On Fri, Oct 12, 2018 at 3:37 AM, Ard Biesheuvel
<ard.biesheuvel@linaro.org> wrote:
> (+ Arnd)
>
> On 13 February 2018 at 19:04, Will Deacon <will.deacon@arm.com> wrote:
>> Hi Ard,
>>
>> On Tue, Feb 13, 2018 at 01:56:49PM +0000, Ard Biesheuvel wrote:
>>> On 13 February 2018 at 12:52, Mark Rutland <mark.rutland@arm.com> wrote:
>>> > On Tue, Feb 13, 2018 at 12:36:02PM +0000, Ard Biesheuvel wrote:
>>> >> Instead, I have proposed a proof of concept [0] where the compiler
>>> >> emits an instruction sequence that loads the canary directly from the
>>> >> task struct, which is the per-thread data structure maintained by the
>>> >> kernel. Accessing that can be done safely without any of the
>>> >> limitations per-CPU variables have. The task struct pointer is kept in
>>> >> system register sp_el0 while running in the kernel.
>>> >
>>> > My major concern here is being tied to using sysregs in a particular
>>> > way. We might want to fiddle with that in future (e.g. using the
>>> > platform register as an optimization, or switching to a different sysreg
>>> > due to architectural extensions).
>>> >
>>>
>>> Yes. Also, there is a disparity between userland (using tpidr_el0) and
>>> kernel (using sp_el0), and perhaps it would make more sense to switch
>>> to tpidr_el0 in the kernel as well. But the general objection remains.
>>
>> Indeed, and I share Mark's view that we don't want to commit to a specific
>> sequence here. Ideally, we'd have a way to pass whatever thunk we need to
>> the compiler and have the freedom to implement it as we see fit (and to
>> change that implementation at a whim).
>>
>>> >> The purpose of this email to reach agreement between the various
>>> >> stakeholders (mainly the arm64 linux maintainers and the ARM GCC
>>> >> maintainers) on a way to proceed with implementing this in GCC.
>>> >
>>> > Would it be possible to have an always inline function to get the
>>> > canary, which GCC would implicitly fold into functions as necessary?
>>> >
>>> > ... then we could have something in a header, like:
>>> >
>>> > static __always_inline unsigned long get_task_canary(void)
>>> > {
>>> >         return current->canary;
>>> > }
>>> >
>>> > ... which we could change in future as needs change.
>>> >
>>>
>>> This is a question to the compiler folks, I suppose, but I'd venture a
>>> guess that this is rather hard.
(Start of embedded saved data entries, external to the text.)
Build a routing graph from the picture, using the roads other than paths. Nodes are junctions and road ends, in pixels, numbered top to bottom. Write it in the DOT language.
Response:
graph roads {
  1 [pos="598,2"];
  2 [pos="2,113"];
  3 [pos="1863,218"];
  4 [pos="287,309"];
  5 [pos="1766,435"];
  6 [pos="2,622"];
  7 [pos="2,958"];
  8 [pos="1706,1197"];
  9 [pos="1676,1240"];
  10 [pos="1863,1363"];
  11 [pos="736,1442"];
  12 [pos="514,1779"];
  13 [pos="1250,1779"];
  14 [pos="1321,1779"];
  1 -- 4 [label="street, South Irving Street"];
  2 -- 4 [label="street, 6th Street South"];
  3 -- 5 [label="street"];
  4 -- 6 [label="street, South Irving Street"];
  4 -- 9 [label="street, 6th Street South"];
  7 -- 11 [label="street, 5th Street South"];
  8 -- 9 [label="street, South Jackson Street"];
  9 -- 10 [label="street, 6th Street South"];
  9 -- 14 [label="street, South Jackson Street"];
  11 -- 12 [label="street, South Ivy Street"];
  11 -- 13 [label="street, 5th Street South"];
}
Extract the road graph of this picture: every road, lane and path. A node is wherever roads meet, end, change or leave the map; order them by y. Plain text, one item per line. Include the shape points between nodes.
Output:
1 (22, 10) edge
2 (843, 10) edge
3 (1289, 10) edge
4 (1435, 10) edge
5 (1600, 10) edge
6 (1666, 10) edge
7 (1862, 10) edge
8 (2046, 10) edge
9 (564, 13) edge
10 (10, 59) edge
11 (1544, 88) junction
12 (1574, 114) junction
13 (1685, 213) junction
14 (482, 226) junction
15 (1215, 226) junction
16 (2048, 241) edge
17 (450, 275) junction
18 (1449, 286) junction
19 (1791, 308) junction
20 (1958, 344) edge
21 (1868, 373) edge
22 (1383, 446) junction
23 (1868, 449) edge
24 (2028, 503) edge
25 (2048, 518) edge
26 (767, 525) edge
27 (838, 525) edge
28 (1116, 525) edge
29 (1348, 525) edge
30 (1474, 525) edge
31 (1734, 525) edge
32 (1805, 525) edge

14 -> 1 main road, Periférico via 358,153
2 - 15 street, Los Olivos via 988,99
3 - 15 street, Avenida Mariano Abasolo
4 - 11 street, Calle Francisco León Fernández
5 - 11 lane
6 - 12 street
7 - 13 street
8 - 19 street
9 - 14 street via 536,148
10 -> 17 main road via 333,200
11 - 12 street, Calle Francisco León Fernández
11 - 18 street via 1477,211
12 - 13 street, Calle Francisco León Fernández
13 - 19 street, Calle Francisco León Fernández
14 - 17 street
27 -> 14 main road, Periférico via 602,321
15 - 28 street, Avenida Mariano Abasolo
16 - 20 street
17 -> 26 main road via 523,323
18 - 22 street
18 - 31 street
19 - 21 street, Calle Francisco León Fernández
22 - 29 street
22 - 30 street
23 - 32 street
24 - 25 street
Perhaps a true function call would be
>>> better if it is done in a way that can be optimized by LTO (this is of
>>> course assuming that by GCC 9, this is something we are likely to use
>>> in the kernel)
>>>
>>> An alternative could be to decide to rely on a GCC plugin instead
>>> (although this would not be my preference). My poc implementation is a
>>> bit clunky, but I did not spend a lot of time on it. If we can refine
>>> it to replace the high/lo ref to __stack_chk_guard with something more
>>> robust, then we remain in control of which register and/or symbol ref
>>> we use and we don't paint ourselves into a corner.
>>
>> I'm wary of our ability to maintain a GCC plugin in the kernel source tree.
>> I would *much* prefer to have proper support in the compiler.
>>
>
> Hello all,
>
> Ramana, Arnd, Mark and I spoke about this again at Linaro Connect in
> Vancouver, and Ramana is still volunteering to work on the GCC side
> changes if we can agree on a way to parameterize this.
>
> To recap, my proof of concept was based on using the task struct
> pointer directly (which we keep in sp_el0 in the kernel). That way, we
> don't care about per-CPU vars and preemption etc, since the stack
> canary value is tied to the task anyway, regardless on which CPU it
> executes.
>
> So my suggestion was to turn this (the current sequence emitted by the compiler)
>
> adrp    x0, __stack__chk_guard
> ldr     x0, [x0, :lo12:__stack_chk_guard]
>
> into this
>
> mrs     x0, <sysreg>
> ldr     x0, [x0, :lo12:<offset>]
>
> where 'sysreg' and 'offset' are the names of 1) a system register and
> 2) an absolute ELF symbol, respectively.
>
> At Ramana's request (and with Arnd's help) I looked into whether we
> can provide offsetof(struct task_struct, stack_canary) as a bare
> number on the GCC command line instead, but this is turning out to be
> rather cumbersome, given that we need to run the compiler to find the
> offset in the first place. (The most promising approach would be to
> generate a file and include it with @filename so its contents are
> parsed as command line options but even that is rather fiddly to add
> into our build system)
>
> My approach of exposing the offset via the linker script works fine,
> and we wouldn't even need a separate GCC command line option in that
> case: we could just settle on __stack_chk_guard_sysreg_offset and
> stipulate that it is exposed as an absolute ELF symbol in the range
> [0..1023] when -mstack-protector-guard=<sysreg> is passed to GCC.
>
> Ramana, could you elaborate on your preference for a bare number on
> the command line? Do you see any alternatives?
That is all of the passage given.